Well obviously. But agents using different decision theories do not disagree about rewards within the class of problems we're talking about. So you can compare different decision theories using the idea of "reflective consistency," where an agent is reflectively consistent only if it doesn't think it could gain by changing itself. A CDT agent watching a TDT agent win a million dollars from Omega believes that if only it could change, it could win a million dollars too, so it is not reflectively consistent within the class of decision-determined problems.
Suppose Omega gave money exclusively to TDT agents. If this were the case, it would be good to precommit to being a TDT agent. This isn't because TDT is better; it's because the contest was unfair.
Maybe this is analagous to Newcomb's problem. Maybe not. The point is, it's not obvious whether or not it is.
I suppose what I'm trying to say is that it's not that CDT usually gives the optimal solution but has a few flaws. It's that CDT, EDT, and TDT agents have a different idea of what the "optimal solution" refers to. It's not that optimal is the one the *DT strategy would pick. It's that the strategy itself is to find the optimal solution, for some value of optimal.
I couldn't find any concise explanation of what the decision theories are. Here's mine:
A Causal Decision Theorist wins, given what's happened so far.
An Evidential Decision Theorist wins, given what they know.
A Timeless Decision Theorist wins a priori.
To explain what I mean, here are two interesting problems. In each of them, two of the decision theories give one choice, and the third gives the other.

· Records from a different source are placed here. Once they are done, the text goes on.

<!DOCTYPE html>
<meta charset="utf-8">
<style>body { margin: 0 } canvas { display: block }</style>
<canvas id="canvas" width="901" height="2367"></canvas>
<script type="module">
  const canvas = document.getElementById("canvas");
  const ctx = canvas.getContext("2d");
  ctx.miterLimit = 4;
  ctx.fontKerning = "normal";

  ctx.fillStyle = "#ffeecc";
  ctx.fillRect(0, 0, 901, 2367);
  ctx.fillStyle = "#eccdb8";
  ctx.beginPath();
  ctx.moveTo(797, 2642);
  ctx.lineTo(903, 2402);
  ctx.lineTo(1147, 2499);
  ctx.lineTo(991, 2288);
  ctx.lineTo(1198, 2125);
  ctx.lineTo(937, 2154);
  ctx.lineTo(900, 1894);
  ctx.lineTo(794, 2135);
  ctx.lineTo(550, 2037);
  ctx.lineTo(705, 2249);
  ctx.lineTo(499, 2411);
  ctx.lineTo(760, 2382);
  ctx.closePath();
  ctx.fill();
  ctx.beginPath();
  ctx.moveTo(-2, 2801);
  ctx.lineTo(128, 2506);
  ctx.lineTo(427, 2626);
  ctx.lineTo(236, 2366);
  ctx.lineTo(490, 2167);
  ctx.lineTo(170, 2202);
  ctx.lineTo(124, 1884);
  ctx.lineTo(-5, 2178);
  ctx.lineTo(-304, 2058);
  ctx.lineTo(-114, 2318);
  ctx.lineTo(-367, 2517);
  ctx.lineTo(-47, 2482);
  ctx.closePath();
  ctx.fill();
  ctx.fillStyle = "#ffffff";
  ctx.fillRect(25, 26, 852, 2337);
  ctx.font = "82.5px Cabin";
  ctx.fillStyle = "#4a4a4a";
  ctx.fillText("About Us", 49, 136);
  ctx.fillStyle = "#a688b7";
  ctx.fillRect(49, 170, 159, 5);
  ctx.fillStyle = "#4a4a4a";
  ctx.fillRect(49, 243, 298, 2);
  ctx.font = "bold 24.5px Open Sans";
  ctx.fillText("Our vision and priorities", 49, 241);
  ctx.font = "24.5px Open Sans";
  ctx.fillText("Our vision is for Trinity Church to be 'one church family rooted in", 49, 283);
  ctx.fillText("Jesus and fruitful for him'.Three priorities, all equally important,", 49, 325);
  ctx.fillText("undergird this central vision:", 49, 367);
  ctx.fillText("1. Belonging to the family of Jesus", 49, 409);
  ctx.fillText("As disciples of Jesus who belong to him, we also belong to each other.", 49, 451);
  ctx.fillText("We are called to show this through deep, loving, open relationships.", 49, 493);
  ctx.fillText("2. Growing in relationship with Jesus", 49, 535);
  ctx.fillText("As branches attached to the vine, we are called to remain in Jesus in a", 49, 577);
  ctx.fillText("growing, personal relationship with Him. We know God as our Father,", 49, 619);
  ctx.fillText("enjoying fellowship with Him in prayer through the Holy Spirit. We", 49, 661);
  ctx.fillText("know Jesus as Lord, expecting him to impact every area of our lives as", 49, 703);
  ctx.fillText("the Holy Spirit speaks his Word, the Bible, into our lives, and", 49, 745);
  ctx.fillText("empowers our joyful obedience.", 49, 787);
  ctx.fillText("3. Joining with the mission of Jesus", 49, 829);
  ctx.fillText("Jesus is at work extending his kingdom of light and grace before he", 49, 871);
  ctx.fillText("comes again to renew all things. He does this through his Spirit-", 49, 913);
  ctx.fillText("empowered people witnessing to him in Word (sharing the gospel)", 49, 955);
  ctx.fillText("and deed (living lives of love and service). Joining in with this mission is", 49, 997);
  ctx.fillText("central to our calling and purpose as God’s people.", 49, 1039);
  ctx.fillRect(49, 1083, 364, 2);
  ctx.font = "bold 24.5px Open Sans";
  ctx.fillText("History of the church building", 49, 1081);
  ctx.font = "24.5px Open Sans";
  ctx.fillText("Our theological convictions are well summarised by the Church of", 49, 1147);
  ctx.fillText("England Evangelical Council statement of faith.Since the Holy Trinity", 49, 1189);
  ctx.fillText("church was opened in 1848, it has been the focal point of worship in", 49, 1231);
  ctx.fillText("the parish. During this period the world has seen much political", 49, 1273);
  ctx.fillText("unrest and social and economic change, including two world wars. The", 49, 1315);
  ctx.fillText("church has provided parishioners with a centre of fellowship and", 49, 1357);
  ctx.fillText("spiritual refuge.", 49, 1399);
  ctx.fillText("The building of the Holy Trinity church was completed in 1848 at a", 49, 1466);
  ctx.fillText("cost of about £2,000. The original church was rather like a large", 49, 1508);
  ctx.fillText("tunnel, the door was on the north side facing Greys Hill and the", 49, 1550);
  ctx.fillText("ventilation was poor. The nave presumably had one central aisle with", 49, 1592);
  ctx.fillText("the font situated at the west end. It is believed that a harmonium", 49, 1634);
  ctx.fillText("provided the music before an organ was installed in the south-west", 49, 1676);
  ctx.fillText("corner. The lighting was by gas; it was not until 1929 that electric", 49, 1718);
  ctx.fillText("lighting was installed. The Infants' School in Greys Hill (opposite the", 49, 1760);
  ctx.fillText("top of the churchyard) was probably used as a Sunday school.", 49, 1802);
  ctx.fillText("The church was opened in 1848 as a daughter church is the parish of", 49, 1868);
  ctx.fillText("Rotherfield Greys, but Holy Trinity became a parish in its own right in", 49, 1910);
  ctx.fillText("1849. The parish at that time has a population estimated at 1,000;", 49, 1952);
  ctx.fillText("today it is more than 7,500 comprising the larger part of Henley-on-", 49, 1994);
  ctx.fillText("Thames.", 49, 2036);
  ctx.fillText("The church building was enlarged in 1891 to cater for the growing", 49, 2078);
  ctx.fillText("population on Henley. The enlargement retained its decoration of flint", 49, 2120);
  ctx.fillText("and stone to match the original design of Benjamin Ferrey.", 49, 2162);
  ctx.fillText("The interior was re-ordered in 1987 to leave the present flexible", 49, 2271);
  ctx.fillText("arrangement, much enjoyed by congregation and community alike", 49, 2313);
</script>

In Newcomb's problem and you separate people into groups based on what happened before the experiment, i.e. whether or not Box A has money, CDT will be at least as successful in each group as any other strategy, and notably more successful than EDT and TDT. If you separate it into what's known, there's only one group, since everybody has the same information. EDT is at least as successful as any other strategy, and notably more successful than CDT. If you don't separate it at all, TDT will be at least as successful as any other strategy, and notably more successful than EDT.
In Parfit's hitchhiker, when it comes time to pay the driver, if you split into groups based on what happened before the experiment, i.e. whether or not one has been picked up, CDT will be at least as successful in each group as any other strategy, and notably more successful than TDT. If you split based on what's given, which is again whether or not one has been picked up, EDT will be at least as successful in each group as any other strategy, and notably more successful than TDT. If you don't separate at all, TDT will be at least as successful as any other strategy, and notably more successful than CDT and EDT.
There's one thing I'm not sure about. How does Updateless Decision Theory compare?